Similarities and Differences of NAFLD and AATD: Comparison
Please note this is a comparison between Version 1 by Beatriz Martinez-Delgado and Version 2 by Lindsay Dong.

Non-alcoholic fatty liver disease (NAFLD) is a type of steatosis commonly associated with obesity, dyslipidemia, hypertension, and diabetes. Other diseases such as inherited alpha-1 antitrypsin deficiency (AATD) have also been related to the development of liver steatosis. The primary reasons leading to hepatic lipid deposits can be genetic and epigenetic, and the outcomes range from benign steatosis to liver failure, as well as to extrahepatic diseases. Progressive hepatocellular damage and dysregulated systemic immune responses can affect extrahepatic organs, specifically the heart and lungs. 

  • NAFLD
  • AATD
  • cardiovascular disease
  • lipids
  • meta-inflammation

1. Non-Alcoholic Fatty Liver Disease (NAFLD)

Non-alcoholic fatty liver disease (NAFLD) is a common liver condition characterized by an excess of lipid accumulation in hepatocytes (steatosis), which is present in about 25% of the adult population [1]. This term includes a range of liver diseases from benign steatosis to cirrhosis, passing through steatohepatitis (NASH) to hepatocellular carcinoma (HCC) [2]. There are different environmental or genetic risk factors that can lead to NAFLD [3], including insulin resistance and obesity.

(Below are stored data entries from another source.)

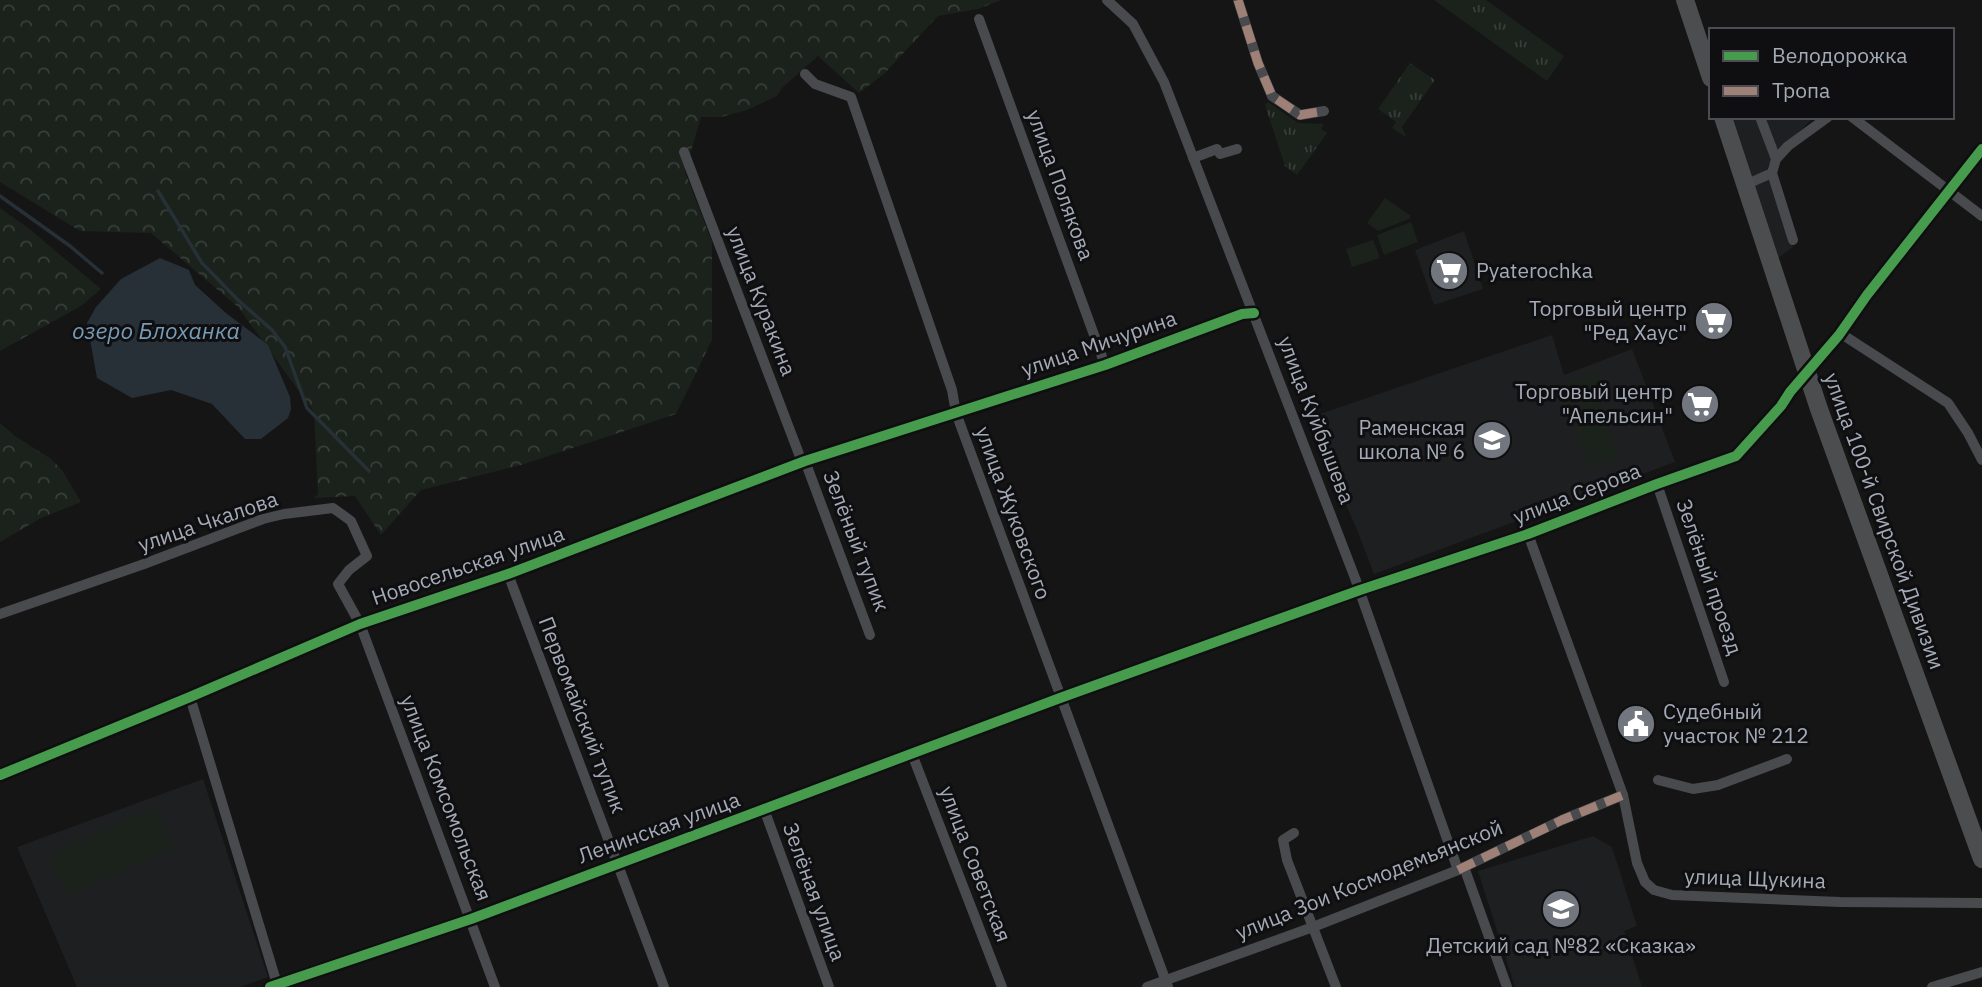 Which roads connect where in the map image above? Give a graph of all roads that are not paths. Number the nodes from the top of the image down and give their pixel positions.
1 (1107, 0) edge
2 (1238, 0) edge
3 (1685, 0) edge
4 (979, 19) dead end
5 (1709, 72) edge
6 (806, 74) dead end
7 (1324, 111) dead end
8 (1724, 119) edge
9 (1761, 119) edge
10 (1825, 119) edge
11 (1855, 119) edge
12 (1237, 149) dead end
13 (1982, 149) edge
14 (684, 152) dead end
15 (1193, 158) junction
16 (1776, 159) junction
17 (1772, 173) junction
18 (1745, 185) junction
19 (1950, 191) junction
20 (1982, 216) edge
21 (1793, 240) dead end
22 (1254, 313) junction
23 (1840, 332) junction
24 (1105, 365) junction
25 (1807, 373) junction
26 (956, 413) junction
27 (1982, 460) edge
28 (803, 462) junction
29 (1657, 484) junction
30 (1528, 534) junction
31 (508, 574) junction
32 (1360, 590) junction
33 (0, 614) edge
34 (360, 624) junction
35 (870, 635) dead end
36 (1724, 682) dead end
37 (190, 697) junction
38 (1060, 698) junction
39 (912, 754) junction
40 (1787, 759) dead end
41 (0, 775) edge
42 (1658, 780) dead end
43 (1623, 794) junction
44 (764, 809) junction
45 (1294, 833) dead end
46 (1982, 859) edge
47 (618, 864) junction
48 (1461, 868) junction
49 (1982, 903) edge
50 (471, 919) junction
51 (1313, 926) junction
52 (319, 972) junction
53 (1982, 972) edge
54 (1166, 984) edge
55 (273, 986) edge
56 (314, 987) edge
57 (495, 987) edge
58 (664, 987) edge
59 (829, 987) edge
60 (1002, 987) edge
61 (1147, 987) edge
62 (1336, 987) edge
63 (1507, 987) edge
64 (1932, 987) edge

1 - 15 street, улица Куйбышева
2 - 7 street
3 - 5 main road
4 - 24 street, улица Полякова
6 - 26 street, улица Жуковского
8 - 18 main road, улица 100-й Свирской Дивизии
9 - 16 street
10 - 16 street
11 - 19 street
12 - 15 street
13 - 19 street, улица Серова
14 - 28 street, улица Куракина
15 - 22 street, улица Куйбышева
16 - 17 street
17 - 18 street
17 - 21 street
18 - 25 main road, улица 100-й Свирской Дивизии
19 - 20 street
19 - 23 street, улица Серова
22 - 24 street, улица Мичурина
22 - 32 street, улица Куйбышева
23 - 25 street, улица Серова
23 - 27 street
24 - 26 street, улица Мичурина
25 - 29 street, улица Серова
25 - 46 main road, улица 100-й Свирской Дивизии
26 - 28 street, Новосельская улица
26 - 38 street, улица Жуковского
28 - 31 street, Новосельская улица
28 - 35 street, Зелёный тупик
29 - 30 street, улица Серова
29 - 36 street, Зелёный проезд
30 - 32 street, улица Серова
30 - 43 street, улица Щукина
31 - 34 street, Новосельская улица
31 - 47 street, Первомайский тупик
32 - 38 street, улица Серова
32 - 48 street, улица Куйбышева
33 - 34 street, улица Чкалова
34 - 37 street, Новосельская улица
34 - 50 street, улица Комсомольская
37 - 41 street, Новосельская улица
37 - 55 street
38 - 39 street, Ленинская улица
38 - 54 street, улица Жуковского
39 - 44 street, Ленинская улица
39 - 60 street, улица Советская
40 - 42 street
43 - 48 street, улица Зои Космодемьянской
43 - 49 street, улица Щукина
44 - 47 street, Ленинская улица
44 - 59 street, Зелёная улица
45 - 51 street
47 - 50 street, Ленинская улица
47 - 58 street, Первомайский тупик
48 - 51 street, улица Зои Космодемьянской
48 - 63 street, улица Куйбышева
50 - 52 street, Ленинская улица
50 - 57 street, улица Комсомольская
51 - 54 street, улица Зои Космодемьянской
51 - 62 street
52 - 55 street, Ленинская улица
52 - 56 street
53 - 64 street
54 - 61 street, улица Зои Космодемьянской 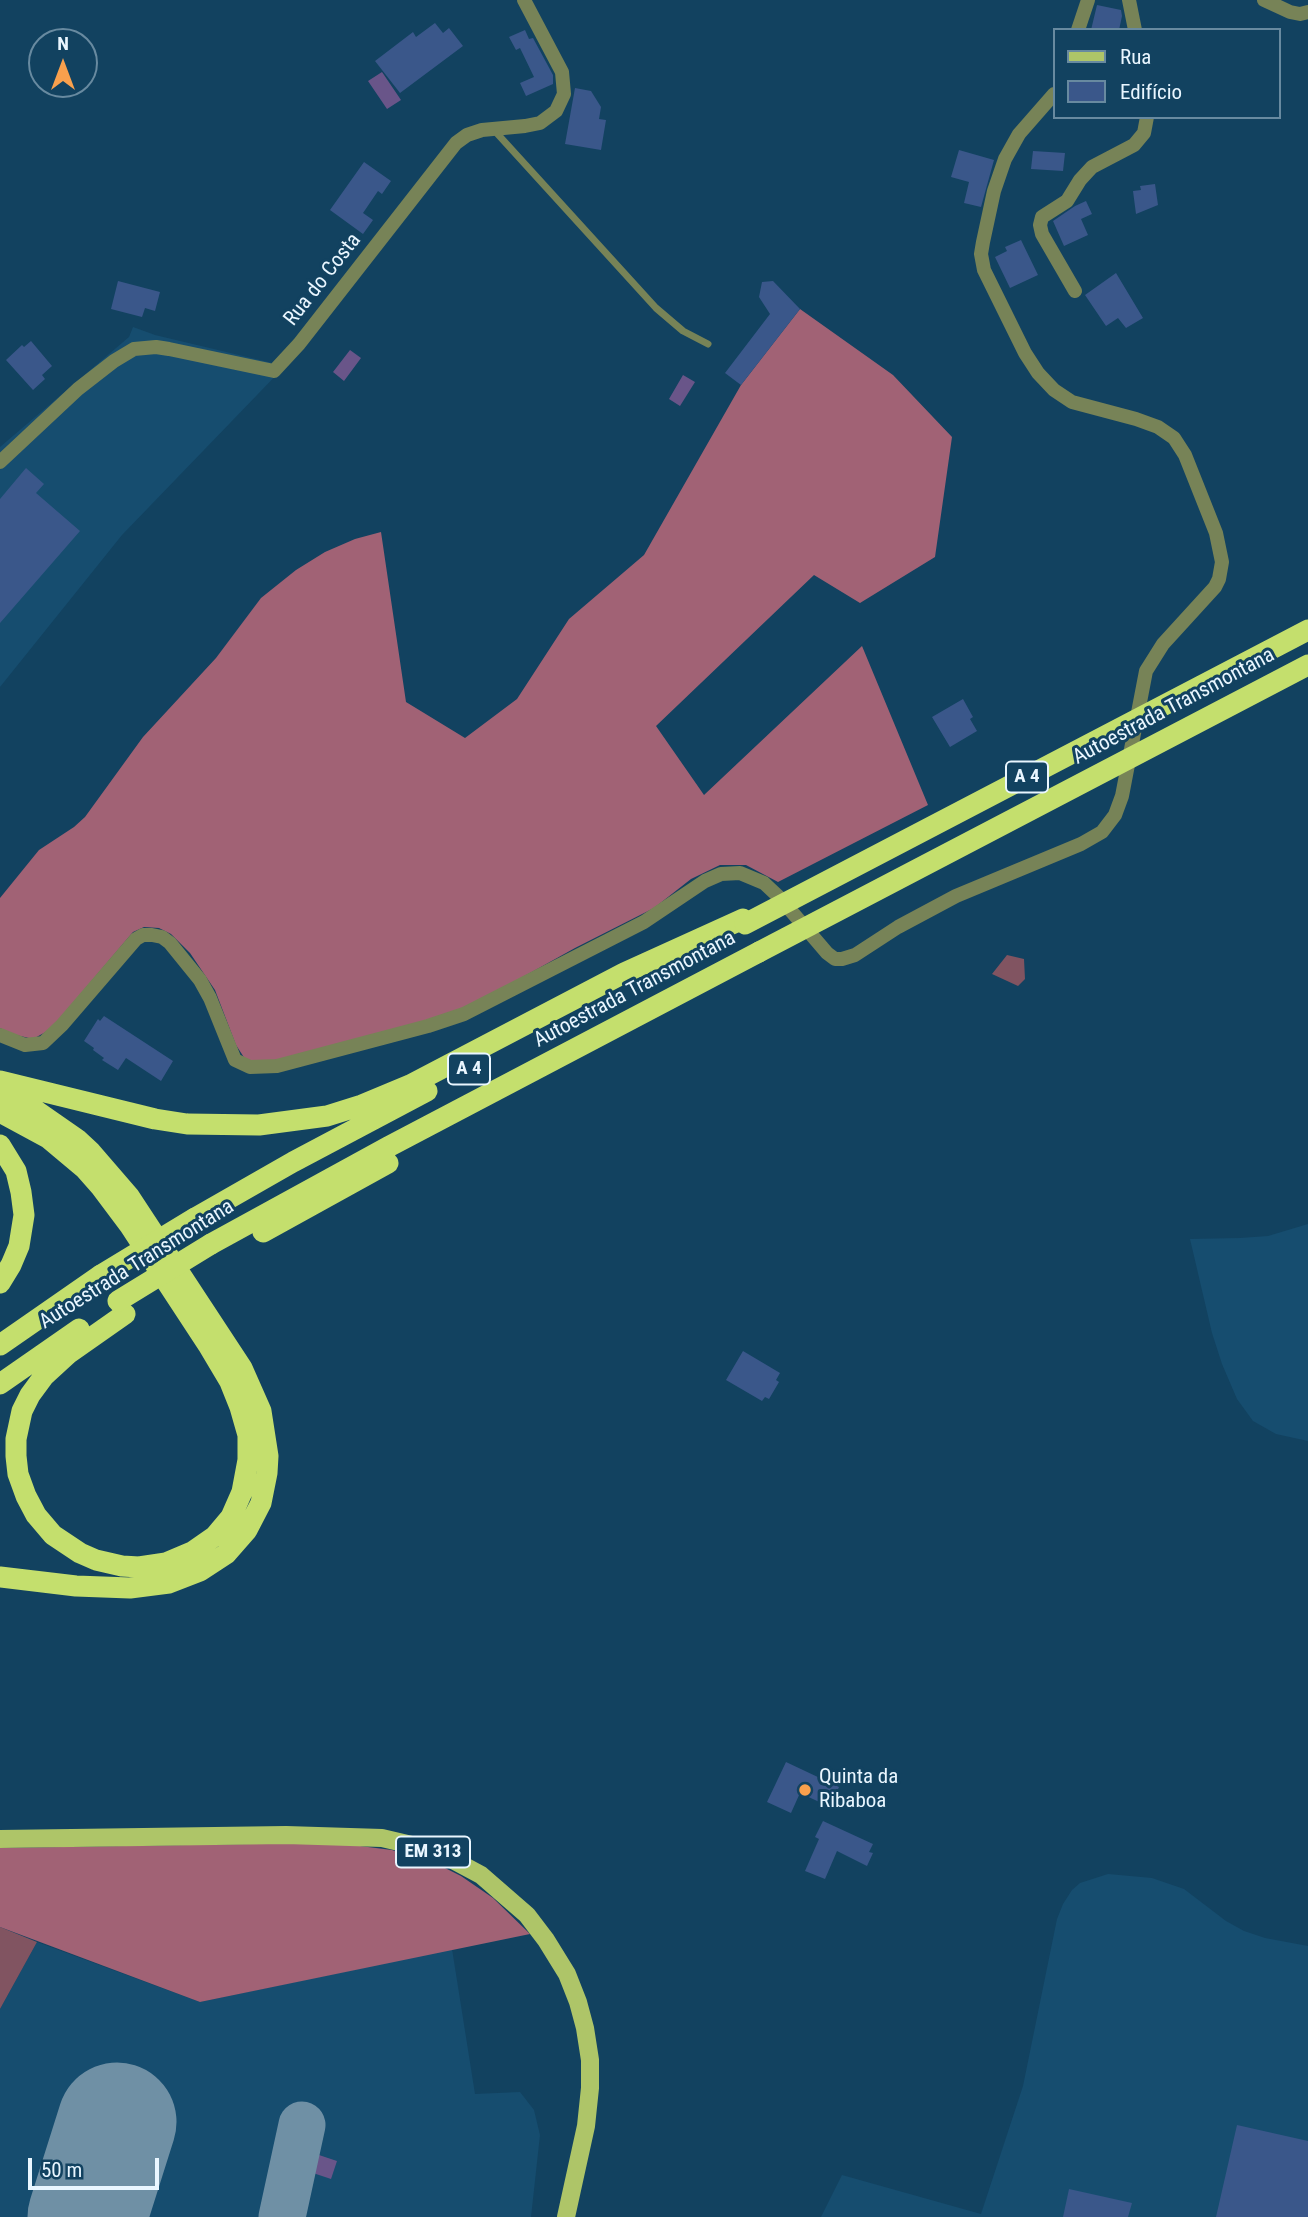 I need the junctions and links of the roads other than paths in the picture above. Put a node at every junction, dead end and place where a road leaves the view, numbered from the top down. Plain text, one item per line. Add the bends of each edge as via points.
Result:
1 (524, 0) edge
2 (1088, 0) edge
3 (1129, 0) edge
4 (1264, 0) edge
5 (1308, 12) edge
6 (1079, 28) edge
7 (1135, 28) edge
8 (1052, 96) edge
9 (1147, 119) edge
10 (492, 128) junction
11 (1075, 291) dead end
12 (708, 344) dead end
13 (0, 461) edge
14 (1308, 630) edge
15 (1308, 665) edge
16 (744, 922) junction
17 (0, 1035) edge
18 (0, 1081) edge
19 (0, 1093) edge
20 (0, 1112) edge
21 (0, 1145) edge
22 (0, 1283) edge
23 (122, 1307) junction
24 (0, 1345) edge
25 (0, 1384) edge
26 (0, 1577) edge
27 (0, 1839) edge
28 (566, 2217) edge

1 - 10 street, Rua do Costa via 559,66 564,94 556,111 540,123
2 - 6 street
3 - 7 street
4 - 5 street via 1290,12
8 - 17 street via 1009,150 983,242 984,270 1019,341 1054,390 1072,402 1136,419 1174,438 1219,543 1222,571 1215,587 1163,643 1146,671 1122,796 1102,831 956,895 842,959 829,956 764,883 740,873 721,874 644,922 464,1014 277,1066 250,1067 235,1059 200,980 170,943 152,935 136,939 43,1043 25,1045
9 - 11 street via 1144,133 1134,145 1092,167 1067,201 1040,220 1042,234
10 - 12 lane via 656,308 683,331
10 - 13 street, Rua do Costa via 456,143 274,371 169,349 134,349 78,389
14 - 16 highway, Autoestrada Transmontana / A 4, bridge
15 - 23 highway, Autoestrada Transmontana / A 4, bridge via 344,1170
16 - 18 highway via 624,973 410,1085 327,1116 260,1125 187,1124
16 - 24 highway, Autoestrada Transmontana / A 4, bridge via 293,1161 101,1275
19 - 26 highway via 31,1107 77,1139 129,1196 246,1376 261,1411 268,1456 255,1517 226,1554 200,1571 169,1583 130,1588
20 - 23 highway via 48,1138 100,1186 208,1345 240,1407 248,1460 242,1492 230,1517 215,1536 192,1552 166,1563 139,1567 96,1560 54,1535 26,1496 16,1456 22,1411 44,1376
21 - 22 highway via 16,1171 24,1215 19,1246
23 - 25 highway, Autoestrada Transmontana / A 4
27 - 28 main road, EM 313 via 371,1837 416,1846 481,1875 527,1915 546,1940 567,1975 585,2028 590,2088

MAFLD (metabolic associated fatty liver disease) has been proposed as a new name that is expected to better mirror the heterogeneities and similarities between NAFLD and metabolic syndrome [4][5][4,5]; however, some controversies remain regarding this new name [6].
The pathology typically begins with an altered lipid homeostasis, the intracellular increment of fats followed by an uncontrolled inflammatory response, which can eventually lead to cirrhosis and/or to HCC [7]. Initially, most of the NAFLD patients are asymptomatic and blood markers typically do not reflect liver impairment [8]. The progression to NASH is associated with liver inflammation usually followed by fibrosis, whereas in some cases, the development of liver failure requires liver transplantation. However, cardiovascular diseases (CVD) are among the main causes of death among NAFLD patients [9].
It is widely accepted that free fatty acids act as primary triggers of NAFLD, although there are other factors implicated in disease progression such as dietary habits, obesity, insulin resistance, intestinal microbiota, or epigenetic factors [10]. Patients with NASH typically have high levels of blood endotoxins, suggesting that bacterial endotoxins play a role in NASH pathogenesis [11][12][11,12].
Steatosis is defined by the presence of lipid droplets (LDs) in the cytosol of more than 5% of hepatocytes, which is a consequence of altered lipid metabolism when fatty acid obtention exceeds fatty acid removal [13][14]. Lipid droplets are dynamic organelles composed of neutral lipids, mainly triglycerides and cholesterol esters [14][15], which act as energy storage but also as protectors against the deleterious effects of free fatty acids [15][16]. LDs are increasingly recognized as having important non-pathological roles in cell signalling and function. The properties of LDs are highly regulated by proteins coating the surface of LDs to control lipid trafficking and flux [16][17]. LDs also play roles in endoplasmic reticulum (ER) stress response, protein storage and degradation, and in infection and immunity [17][18].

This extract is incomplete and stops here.